How Our Hang-Ups Hurt Us
Holding on to a hang-up leads to bitterness. Some of them start from legitimate offenses, wrongs, and hurts that go unaddressed or unhealed. Deep-seated thoughts of offense, entitlement, or victimization hinder our health in every way. Relationally, emotionally, spiritually, and even physically.
Hang-ups fall into the category of sinful thinking that “so easily entangles,” (Hebrews 12:1). Fixations form around seeds of wrong thoughts about the actions and motives of others. Such distracting ideas put down roots that choke out the truth in our minds and hearts. If we hold on to those hang-ups, we can find ourselves experiencing isolation, broken relationships, sadness, or fear. Others feel the tentacles of a heart weighed down by hang-ups. Freedom starts when we face our need to forgive.
- Has anyone ever developed a hang-up that hurt you?
- Have you ever held on to hang-up that hurt others?
Nothing robs people of peace more quickly than a hang-up.
How to Put Down a Hang-Up
- We need God’s Word to shed light on our fixations.
- We need God’s Spirit to show us what’s true about life with others.
Since a fixation happens out of sight of others, in our minds and in our hearts, we need God’s help to be made aware of it. Everyone faces hardships, so we need divine help to see when our hardship undergoes an unseen change. That’s when we find ourselves with a hang-up.
Hebrews 12 describes how unholy, unhealthy patterns entangle us. Only when we “throw off everything that hinders” (v. 1) can we live the kind of overcoming life God intends.
God’s Word records a prayer for right thinking and living. “Search me, God, and know my heart; test me and know my anxious thoughts. See if there is any offensive way in me, and lead me in the way everlasting.” (Psalm 139:23-24)
Jesus Could’ve Gotten Hung Up
- setting aside his glory
- being born in the form of a man
- experiencing the unfaithfulness of friends
- facing trial for crimes he didn’t commit
- healing people who later turned on him
- telling people to keep quiet and having them blab
- embracing someone who betrayed him for money
Jesus is our example, “the pioneer and perfecter of faith,” (Hebrews 12:2).

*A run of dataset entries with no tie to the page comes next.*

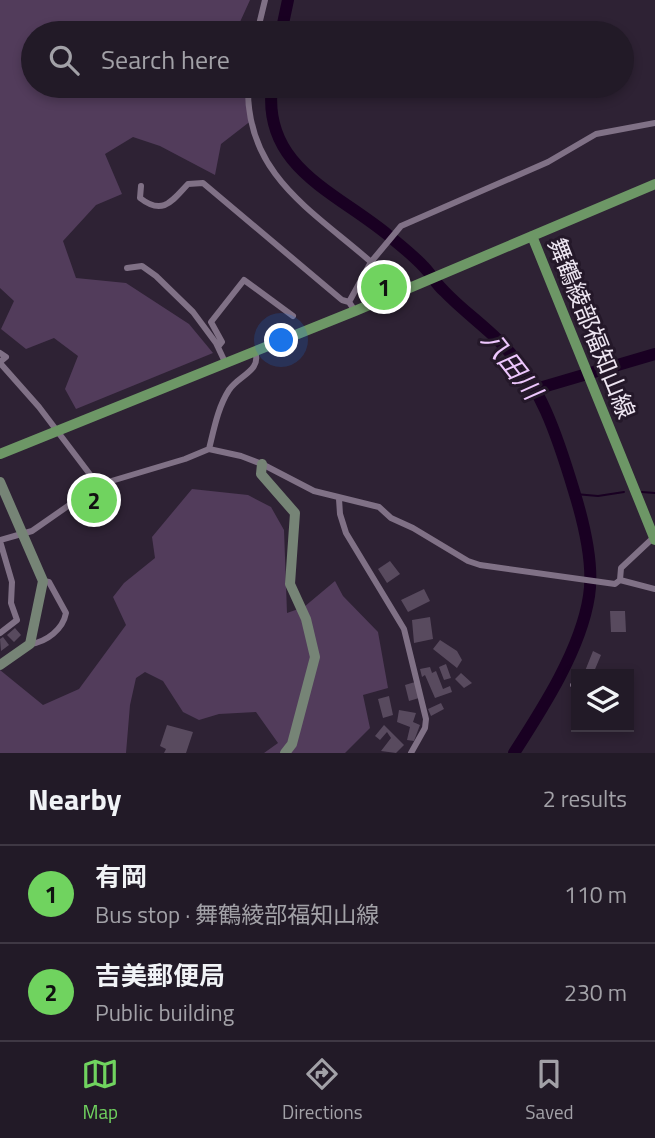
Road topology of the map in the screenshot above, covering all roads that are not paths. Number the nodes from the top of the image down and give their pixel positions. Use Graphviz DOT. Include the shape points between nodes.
graph roads {
  1 [pos="265,0"];
  2 [pos="260,21"];
  3 [pos="249,98"];
  4 [pos="655,123"];
  5 [pos="655,184"];
  6 [pos="141,186"];
  7 [pos="532,236"];
  8 [pos="371,262"];
  9 [pos="127,268"];
  10 [pos="352,306"];
  11 [pos="292,316"];
  12 [pos="218,347"];
  13 [pos="255,351"];
  14 [pos="0,353"];
  15 [pos="0,362"];
  16 [pos="225,362"];
  17 [pos="57,430"];
  18 [pos="209,449"];
  19 [pos="0,454"];
  20 [pos="261,464"];
  21 [pos="0,482"];
  22 [pos="98,485"];
  23 [pos="339,499"];
  24 [pos="21,533"];
  25 [pos="655,538"];
  26 [pos="0,540"];
  27 [pos="620,580"];
  28 [pos="43,581"];
  29 [pos="655,589"];
  30 [pos="0,633"];
  31 [pos="30,644"];
  32 [pos="0,664"];
  33 [pos="285,753"];
  34 [pos="411,753"];
  1 -- 2 [label="street"];
  3 -- 8 [label="street" via="254,135 270,167 303,205"];
  4 -- 8 [label="street" via="596,134 548,162 401,226"];
  5 -- 7 [label="main road"];
  6 -- 10 [label="street" via="140,198 157,207 188,184 203,183"];
  7 -- 10 [label="main road, 舞鶴綾部福知山線" via="408,288"];
  7 -- 25 [label="main road, 舞鶴綾部福知山線"];
  8 -- 10 [label="street"];
  9 -- 12 [label="street" via="142,266 156,276 193,312"];
  10 -- 13 [label="main road, 舞鶴綾部福知山線"];
  11 -- 12 [label="street" via="244,280 212,322 222,342"];
  12 -- 16 [label="street"];
  13 -- 16 [label="main road, 舞鶴綾部福知山線"];
  13 -- 18 [label="street" via="254,368 230,388 220,409"];
  14 -- 15 [label="street" via="6,357"];
  15 -- 17 [label="street"];
  16 -- 17 [label="main road, 舞鶴綾部福知山線"];
  17 -- 19 [label="main road, 舞鶴綾部福知山線"];
  17 -- 22 [label="street"];
  18 -- 20 [label="street"];
  18 -- 22 [label="street"];
  20 -- 23 [label="street"];
  20 -- 33 [label="street" via="261,474 295,513 290,584 306,619 315,657 292,744"];
  21 -- 24 [label="street"];
  22 -- 24 [label="street" via="52,519"];
  23 -- 27 [label="street" via="379,508 468,561 604,583"];
  23 -- 34 [label="street" via="346,533 404,629 426,719"];
  24 -- 26 [label="street"];
  24 -- 28 [label="street"];
  25 -- 27 [label="street" via="621,568"];
  26 -- 30 [label="street" via="17,620"];
  27 -- 29 [label="street"];
  28 -- 31 [label="street"];
  28 -- 31 [label="street" via="49,582 66,613 61,628"];
  31 -- 32 [label="street"];
}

Despite ultimate mistreatment from others, “For the joy set before him he endured the cross, scorning its shame, and sat down at the right hand of the throne of God,” (Hebrews 12:2).
Jesus let a lot of things go. He overlooked more than we’ll ever be asked to overlook. He wanted to make a way for us to be reunited with him, so he laid down everything.
Hang-ups divide us. It can happen in our friendships, our marriages, our families, our churches, our nations, and our tribes. They can begin when our plans change, our feelings get hurt, our seat is taken, or our preferences are ignored. If unity is the priority, we have to see our hang-ups for what they are and lay them down.
[…] don’t keep us from Jesus. In fact, Jesus helps with our hang-ups. He hangs out with us in our hung-up condition and keeps working on it with us and in […]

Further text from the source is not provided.